Entries supplied: Begin

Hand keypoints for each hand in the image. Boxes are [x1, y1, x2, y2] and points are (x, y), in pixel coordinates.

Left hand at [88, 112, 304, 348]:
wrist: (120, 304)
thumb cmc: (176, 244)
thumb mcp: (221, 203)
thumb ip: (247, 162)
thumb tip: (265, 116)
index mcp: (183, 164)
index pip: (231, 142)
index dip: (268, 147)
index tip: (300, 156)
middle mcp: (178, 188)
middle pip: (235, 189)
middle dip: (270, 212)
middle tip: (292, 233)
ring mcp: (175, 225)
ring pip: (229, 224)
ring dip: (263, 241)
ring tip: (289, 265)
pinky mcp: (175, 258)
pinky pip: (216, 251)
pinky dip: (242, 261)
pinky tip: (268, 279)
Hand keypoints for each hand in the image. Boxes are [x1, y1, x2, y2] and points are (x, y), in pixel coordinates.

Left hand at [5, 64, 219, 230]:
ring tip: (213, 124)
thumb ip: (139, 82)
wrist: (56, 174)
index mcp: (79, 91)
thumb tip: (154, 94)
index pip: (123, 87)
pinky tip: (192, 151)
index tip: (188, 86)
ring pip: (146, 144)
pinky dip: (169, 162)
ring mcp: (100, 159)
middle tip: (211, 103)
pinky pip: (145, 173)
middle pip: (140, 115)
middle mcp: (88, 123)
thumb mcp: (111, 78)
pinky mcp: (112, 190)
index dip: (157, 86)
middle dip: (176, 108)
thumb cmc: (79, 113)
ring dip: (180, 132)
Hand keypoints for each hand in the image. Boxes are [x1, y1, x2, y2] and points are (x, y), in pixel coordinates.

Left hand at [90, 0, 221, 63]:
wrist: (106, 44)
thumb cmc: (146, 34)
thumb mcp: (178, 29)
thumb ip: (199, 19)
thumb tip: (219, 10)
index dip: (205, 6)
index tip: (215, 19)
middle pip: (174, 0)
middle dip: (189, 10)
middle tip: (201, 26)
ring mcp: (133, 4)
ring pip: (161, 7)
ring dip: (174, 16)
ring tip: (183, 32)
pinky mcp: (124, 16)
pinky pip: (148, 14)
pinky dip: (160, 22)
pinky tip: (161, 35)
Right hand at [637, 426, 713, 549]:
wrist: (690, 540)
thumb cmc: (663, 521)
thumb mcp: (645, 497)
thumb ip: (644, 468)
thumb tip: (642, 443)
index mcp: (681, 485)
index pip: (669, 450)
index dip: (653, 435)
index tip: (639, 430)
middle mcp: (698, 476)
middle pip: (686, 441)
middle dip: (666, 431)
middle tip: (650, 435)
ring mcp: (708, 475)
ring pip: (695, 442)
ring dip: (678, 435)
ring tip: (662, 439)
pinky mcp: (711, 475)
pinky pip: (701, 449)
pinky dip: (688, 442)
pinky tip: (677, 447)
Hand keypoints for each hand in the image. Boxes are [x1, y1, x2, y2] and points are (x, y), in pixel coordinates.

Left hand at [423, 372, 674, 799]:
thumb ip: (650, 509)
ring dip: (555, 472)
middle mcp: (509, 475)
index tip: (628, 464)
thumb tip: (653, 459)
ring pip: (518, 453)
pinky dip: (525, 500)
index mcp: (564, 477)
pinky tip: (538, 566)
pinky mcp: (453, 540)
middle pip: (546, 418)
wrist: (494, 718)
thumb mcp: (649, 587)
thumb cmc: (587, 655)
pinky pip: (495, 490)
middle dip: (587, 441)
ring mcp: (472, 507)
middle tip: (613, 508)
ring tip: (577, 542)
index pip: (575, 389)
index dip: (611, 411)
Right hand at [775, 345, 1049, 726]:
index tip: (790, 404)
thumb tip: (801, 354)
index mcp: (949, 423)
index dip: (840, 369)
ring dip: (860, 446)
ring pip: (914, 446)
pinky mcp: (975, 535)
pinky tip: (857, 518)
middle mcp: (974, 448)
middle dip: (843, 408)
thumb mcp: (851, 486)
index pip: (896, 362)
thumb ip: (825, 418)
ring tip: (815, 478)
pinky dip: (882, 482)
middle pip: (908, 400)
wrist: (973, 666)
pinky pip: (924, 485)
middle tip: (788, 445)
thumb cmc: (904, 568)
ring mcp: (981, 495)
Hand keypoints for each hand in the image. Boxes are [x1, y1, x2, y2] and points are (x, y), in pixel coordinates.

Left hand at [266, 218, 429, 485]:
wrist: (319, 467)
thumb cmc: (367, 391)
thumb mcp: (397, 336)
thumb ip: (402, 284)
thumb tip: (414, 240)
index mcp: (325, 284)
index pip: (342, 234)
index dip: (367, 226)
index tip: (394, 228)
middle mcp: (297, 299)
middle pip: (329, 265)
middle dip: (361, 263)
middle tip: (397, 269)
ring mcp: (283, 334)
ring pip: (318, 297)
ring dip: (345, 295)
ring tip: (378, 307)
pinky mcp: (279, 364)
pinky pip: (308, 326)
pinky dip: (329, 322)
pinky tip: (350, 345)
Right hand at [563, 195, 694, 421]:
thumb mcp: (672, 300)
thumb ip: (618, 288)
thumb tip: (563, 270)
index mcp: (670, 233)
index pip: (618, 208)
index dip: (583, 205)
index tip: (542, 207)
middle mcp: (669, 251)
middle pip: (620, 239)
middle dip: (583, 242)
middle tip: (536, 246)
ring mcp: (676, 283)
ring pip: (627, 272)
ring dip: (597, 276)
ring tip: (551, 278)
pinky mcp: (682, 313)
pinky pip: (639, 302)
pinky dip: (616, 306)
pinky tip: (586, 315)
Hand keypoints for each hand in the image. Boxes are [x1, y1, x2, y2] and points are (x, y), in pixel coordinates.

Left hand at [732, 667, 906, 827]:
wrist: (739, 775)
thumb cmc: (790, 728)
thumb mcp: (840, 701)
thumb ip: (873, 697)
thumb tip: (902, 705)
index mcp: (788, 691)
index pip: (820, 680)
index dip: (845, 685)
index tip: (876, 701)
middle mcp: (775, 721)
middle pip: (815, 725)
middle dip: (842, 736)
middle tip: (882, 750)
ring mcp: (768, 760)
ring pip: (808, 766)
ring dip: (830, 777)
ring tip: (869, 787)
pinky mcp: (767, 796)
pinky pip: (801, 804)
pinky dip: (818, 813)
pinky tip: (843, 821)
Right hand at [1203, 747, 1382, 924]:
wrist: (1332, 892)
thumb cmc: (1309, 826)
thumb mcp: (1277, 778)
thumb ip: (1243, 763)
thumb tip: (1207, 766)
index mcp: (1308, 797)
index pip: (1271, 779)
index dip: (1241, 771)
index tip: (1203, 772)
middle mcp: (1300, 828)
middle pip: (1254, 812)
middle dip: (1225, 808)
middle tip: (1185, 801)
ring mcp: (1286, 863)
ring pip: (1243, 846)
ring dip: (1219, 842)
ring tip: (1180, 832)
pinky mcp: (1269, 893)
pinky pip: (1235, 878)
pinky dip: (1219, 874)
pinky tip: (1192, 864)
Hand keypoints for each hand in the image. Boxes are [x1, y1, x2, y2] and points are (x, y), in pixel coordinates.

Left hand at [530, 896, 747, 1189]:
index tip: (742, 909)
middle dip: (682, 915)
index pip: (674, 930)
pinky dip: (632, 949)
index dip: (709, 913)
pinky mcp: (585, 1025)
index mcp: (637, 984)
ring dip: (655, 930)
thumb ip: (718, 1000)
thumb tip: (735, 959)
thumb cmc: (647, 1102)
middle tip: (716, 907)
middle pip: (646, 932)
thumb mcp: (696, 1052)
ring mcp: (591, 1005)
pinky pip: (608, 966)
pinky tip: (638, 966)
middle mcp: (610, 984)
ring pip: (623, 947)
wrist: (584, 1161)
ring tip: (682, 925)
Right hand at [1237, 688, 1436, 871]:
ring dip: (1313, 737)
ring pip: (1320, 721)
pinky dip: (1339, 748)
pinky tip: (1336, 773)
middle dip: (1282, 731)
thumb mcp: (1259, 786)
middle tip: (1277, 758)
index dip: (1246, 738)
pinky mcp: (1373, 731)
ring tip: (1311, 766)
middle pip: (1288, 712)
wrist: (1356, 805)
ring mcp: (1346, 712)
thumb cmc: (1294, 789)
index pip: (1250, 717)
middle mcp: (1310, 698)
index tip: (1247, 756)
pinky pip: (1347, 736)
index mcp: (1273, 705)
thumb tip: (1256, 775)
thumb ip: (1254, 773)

Entries supplied: End

What the task asks:
Reproduce only the lines above spanning from the line containing "ring tip: (869, 787)" through the line containing "index tip: (1203, 772)", word for word.

Answer section:
ring tip: (869, 787)
pinky mcp: (767, 796)
pinky pip: (801, 804)
pinky dip: (818, 813)
pinky tip: (843, 821)
Right hand at [1203, 747, 1382, 924]:
wrist: (1332, 892)
thumb cmc: (1309, 826)
thumb mcp: (1277, 778)
thumb ip: (1243, 763)
thumb tip: (1207, 766)
index mcp: (1308, 797)
index pip: (1271, 779)
index dip: (1241, 771)
index tip: (1203, 772)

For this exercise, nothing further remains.